[DATA FOR PROCESSING]
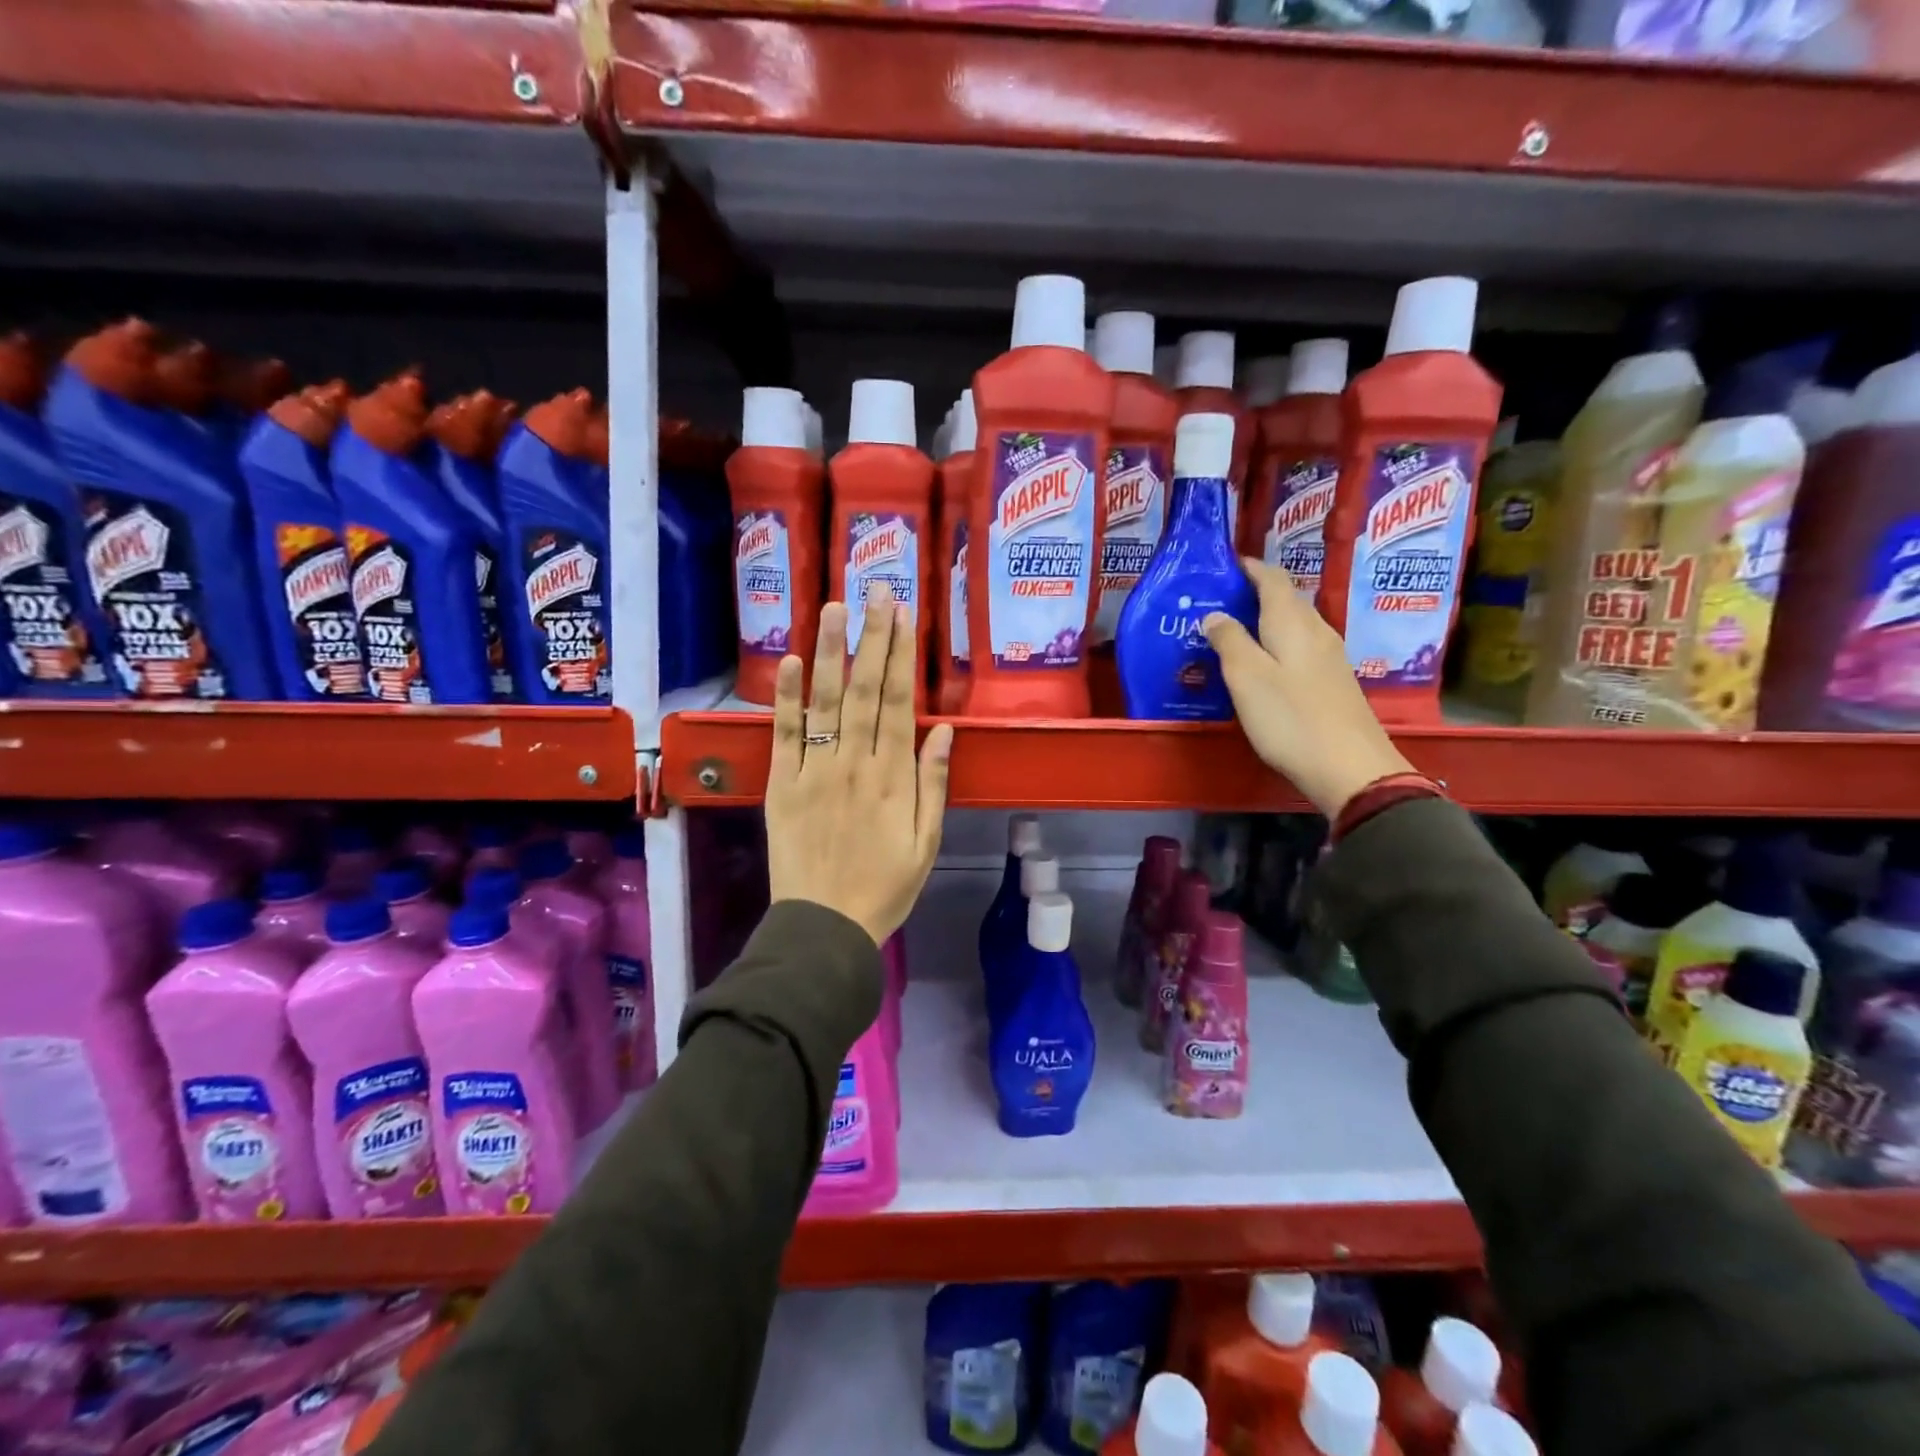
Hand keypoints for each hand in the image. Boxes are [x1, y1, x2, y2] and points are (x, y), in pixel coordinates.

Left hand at [765, 584, 953, 943]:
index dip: (900, 654)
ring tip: (834, 607)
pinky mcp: (782, 785)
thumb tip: (942, 729)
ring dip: (829, 652)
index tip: (902, 614)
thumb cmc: (886, 886)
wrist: (826, 926)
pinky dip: (785, 698)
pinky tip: (788, 662)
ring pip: (824, 702)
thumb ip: (933, 783)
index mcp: (893, 778)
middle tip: (875, 590)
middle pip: (864, 690)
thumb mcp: (927, 842)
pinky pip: (784, 736)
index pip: (897, 702)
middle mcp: (854, 764)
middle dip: (871, 637)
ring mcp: (814, 772)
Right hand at [1202, 558, 1413, 817]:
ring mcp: (1330, 658)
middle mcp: (1316, 632)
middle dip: (1253, 593)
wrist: (1350, 768)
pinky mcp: (1333, 682)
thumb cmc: (1291, 719)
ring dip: (1265, 621)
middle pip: (1285, 599)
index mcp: (1293, 623)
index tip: (1224, 564)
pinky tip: (1263, 664)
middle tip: (1218, 602)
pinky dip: (1277, 644)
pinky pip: (1300, 648)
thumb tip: (1215, 614)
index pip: (1272, 578)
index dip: (1249, 567)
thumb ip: (1229, 641)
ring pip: (1294, 625)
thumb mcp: (1247, 678)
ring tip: (1234, 631)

[TASK OBJECTIVE] Leave the pictures aside and output each entry exactly as it stands.

[RESPONSE FOR THIS EXERCISE]
Hand keypoints for each hand in the image. Boxes are [x1, y1, x2, y2] and points are (x, y), in pixel coordinates.

Left hand at [765, 584, 953, 943]:
index dip: (900, 654)
ring tip: (834, 607)
pinky mcp: (782, 785)
thumb tip: (942, 729)
ring dip: (829, 652)
index tip: (902, 614)
thumb cmc: (886, 886)
wrist: (826, 926)
pinky dip: (785, 698)
pinky tip: (788, 662)
ring pip: (824, 702)
thumb ip: (933, 783)
index mcp: (893, 778)
middle tip: (875, 590)
middle pip: (864, 690)
thumb mcp: (927, 842)
pinky pip: (784, 736)
index pip: (897, 702)
middle mcp: (854, 764)
middle dip: (871, 637)
ring mcp: (814, 772)
Right hand at [1202, 558, 1413, 817]:
ring mcp: (1330, 658)
middle mcp: (1316, 632)
middle dip: (1253, 593)
wrist: (1350, 768)
pinky mcp: (1333, 682)
thumb cmc: (1291, 719)
ring dip: (1265, 621)
middle pip: (1285, 599)
index mcp: (1293, 623)
index tip: (1224, 564)
pinky tip: (1263, 664)
middle tip: (1218, 602)
pinky dip: (1277, 644)
pinky pip: (1300, 648)
thumb tip: (1215, 614)
index pip: (1272, 578)
index dip: (1249, 567)
thumb ip: (1229, 641)
ring pip: (1294, 625)
thumb mcp: (1247, 678)
ring tip: (1234, 631)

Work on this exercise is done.